El cinismo y el talante escéptico del director impiden contemplar la historia de Baxter y Kubelik (guapísima Shirley McLaine) desde la perspectiva ejemplificadora de la regeneración moral. El mismo ácido disolvente que impregna las pinceladas con las que describe las relaciones entre jefes y empleados, o entre aquéllos y las secretarias o ascensoristas, mina de manera subrepticia el futuro de unos personajes por los que su creador no puede dejar de sentirse concernido. Esa cercanía convive de manera fructífera con la distancia, a veces cómplice y a veces implacable, con la que Wilder se sumerge en los mecanismos de la comedia para mostrar las facetas menos complacientes de sus criaturas. De ahí que El apartamento sea, en realidad, un filme sin género que fluctúa entre diferentes parámetros y que consigue armonizarlos en su interior con la madurez y sabiduría propias de un verdadero genio del arte cinematográfico.

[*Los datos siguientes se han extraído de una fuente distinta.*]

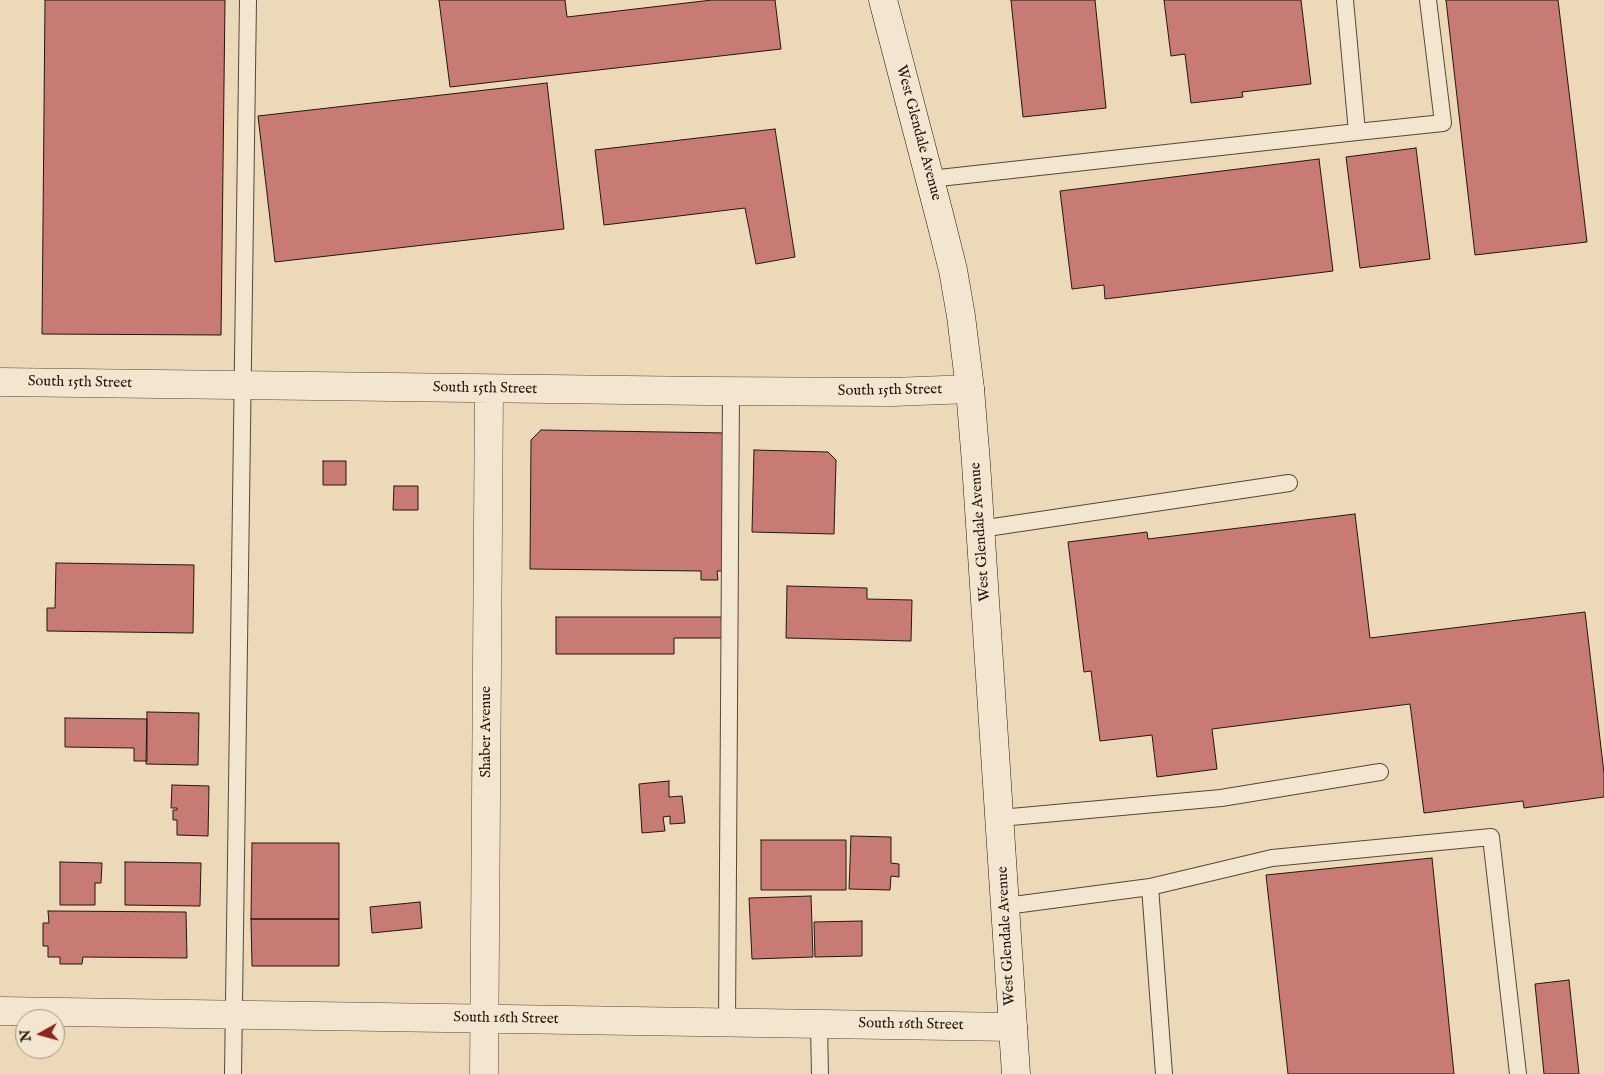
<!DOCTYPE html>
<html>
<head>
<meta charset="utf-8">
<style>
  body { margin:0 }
  #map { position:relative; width:1604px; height:1074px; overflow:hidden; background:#ecd9b7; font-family:"IM FELL English",serif }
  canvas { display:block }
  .north { position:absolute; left:15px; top:1009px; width:50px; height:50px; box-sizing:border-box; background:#f3e6d0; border:1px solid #9f9484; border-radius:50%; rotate:263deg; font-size:14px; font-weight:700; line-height:20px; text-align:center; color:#221811 }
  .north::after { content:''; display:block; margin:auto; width:18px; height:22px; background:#8f2418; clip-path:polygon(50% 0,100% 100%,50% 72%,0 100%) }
</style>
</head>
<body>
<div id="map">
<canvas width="1604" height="1074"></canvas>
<div class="north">N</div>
</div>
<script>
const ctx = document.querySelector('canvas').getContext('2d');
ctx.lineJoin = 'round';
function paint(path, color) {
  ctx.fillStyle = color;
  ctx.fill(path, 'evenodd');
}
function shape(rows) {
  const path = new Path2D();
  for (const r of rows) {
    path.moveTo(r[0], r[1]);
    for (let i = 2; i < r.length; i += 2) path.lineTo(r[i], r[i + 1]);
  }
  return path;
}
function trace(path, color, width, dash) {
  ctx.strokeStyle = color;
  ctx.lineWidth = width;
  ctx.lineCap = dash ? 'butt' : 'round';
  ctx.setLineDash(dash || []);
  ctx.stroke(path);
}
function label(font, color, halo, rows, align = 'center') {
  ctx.font = font + ' "IM FELL English",serif';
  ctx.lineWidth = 5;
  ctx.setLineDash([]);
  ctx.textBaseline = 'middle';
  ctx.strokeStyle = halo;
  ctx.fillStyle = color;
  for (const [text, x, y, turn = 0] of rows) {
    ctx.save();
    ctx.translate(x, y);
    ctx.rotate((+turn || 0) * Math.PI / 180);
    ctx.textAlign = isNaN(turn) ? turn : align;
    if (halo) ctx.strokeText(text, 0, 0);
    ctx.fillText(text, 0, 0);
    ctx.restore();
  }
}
const building = shape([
  [45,0,225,0,221,335,42,334,45,0],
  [439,0,565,0,567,17,712,0,775,0,781,49,450,87,439,0],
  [1011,0,1095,0,1106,108,1023,117,1011,0],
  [1164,0,1301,0,1311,84,1242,92,1243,97,1191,103,1185,54,1171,56,1164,0],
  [1446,0,1558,0,1587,242,1475,255,1446,0],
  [547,83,564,229,275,262,258,116,547,83],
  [775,129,795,257,756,264,745,208,604,225,595,150,775,129],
  [1416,148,1430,259,1360,268,1346,157,1416,148],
  [1319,159,1333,271,1105,299,1104,285,1072,289,1060,191,1319,159],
  [541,430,726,433,724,571,717,571,718,580,701,580,701,571,530,569,531,440,541,430],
  [754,450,828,452,836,460,834,534,752,532,754,450],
  [323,461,346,461,346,485,323,485,323,461],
  [394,486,418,486,418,510,393,510,394,486],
  [1355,514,1370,638,1585,612,1604,773,1604,797,1524,808,1523,801,1424,813,1410,704,1212,729,1217,769,1157,777,1152,735,1100,741,1091,671,1084,672,1068,542,1147,532,1148,539,1355,514],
  [56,563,194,565,193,633,47,631,47,608,55,608,56,563],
  [787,586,867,588,867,599,912,600,911,641,786,638,787,586],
  [556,617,724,617,724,638,674,638,674,654,556,654,556,617],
  [147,712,199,713,198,765,146,764,147,712],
  [65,718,147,719,147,761,134,761,134,748,65,747,65,718],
  [669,781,669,797,682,796,685,823,670,824,670,816,663,817,665,831,642,833,639,784,669,781],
  [172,785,209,786,208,836,177,835,177,820,173,820,173,810,177,810,177,808,171,808,172,785],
  [851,836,891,837,891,863,899,864,899,877,891,876,890,890,849,889,851,836],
  [761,840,846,840,846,890,761,890,761,840],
  [252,843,339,843,339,919,251,919,252,843],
  [1432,858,1454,1074,1288,1074,1266,875,1432,858],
  [60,862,102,863,101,883,95,883,95,905,60,905,60,862],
  [125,862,201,863,200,906,125,905,125,862],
  [811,896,813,957,752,959,749,898,811,896],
  [420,902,422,928,372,933,370,907,420,902],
  [48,911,186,912,187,958,83,957,82,964,60,964,60,957,48,957,48,946,43,946,43,923,49,923,48,911],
  [251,919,339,919,339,966,252,966,251,919],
  [862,921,862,956,815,957,814,922,862,921],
  [1569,980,1579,1074,1544,1074,1535,984,1569,980]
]);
const service = shape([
  [1345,0,1357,132,1443,123,1428,0],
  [930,179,1357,132],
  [980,529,1289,483],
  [1000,818,1221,798,1380,772],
  [1150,887,1272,858,1491,837,1518,1074],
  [1006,906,1150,887,1164,1074],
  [727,1023,731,391],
  [819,1024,820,1074],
  [233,1074,248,0]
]);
const minor = shape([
  [0,382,706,391,892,392,970,389],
  [0,1011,1013,1027],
  [484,1074,489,389]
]);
const secondary = shape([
  [883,0,940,218,953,270,961,316,970,389,976,463,1016,1074]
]);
const streetNames = [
  ["West Glendale Avenue",918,133,75],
  ["South 15th Street",80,383,1],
  ["South 15th Street",485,389,1],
  ["South 15th Street",890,391,-1],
  ["West Glendale Avenue",981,532,-94],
  ["Shaber Avenue",487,732,-90],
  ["West Glendale Avenue",1007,936,-93],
  ["South 16th Street",506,1019,1],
  ["South 16th Street",911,1025,1]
];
paint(building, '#c87b74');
trace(building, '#221811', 1);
trace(service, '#54483a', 18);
trace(minor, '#54483a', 29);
trace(secondary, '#221811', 29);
trace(service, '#f3e6d0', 16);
trace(minor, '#f3e6d0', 28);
trace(secondary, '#f3e6d0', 28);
label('15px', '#221811', '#f3e6d0', streetNames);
</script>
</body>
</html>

En estos momentos, sin embargo, es imposible arrojar una mirada inocente sobre las imágenes de una película que se ha convertido en una obra maestra sin discusión, un clásico recurrente que ha superado las incomprensiones que le fueron contemporáneas. Su vigencia, su corrosivo vitriolo, su vitalidad arrolladora y su sentimentalismo le permiten mantenerse saludable y altiva, siempre abierta a nuevas sugerencias y siempre moderna. ¿Se puede pedir más?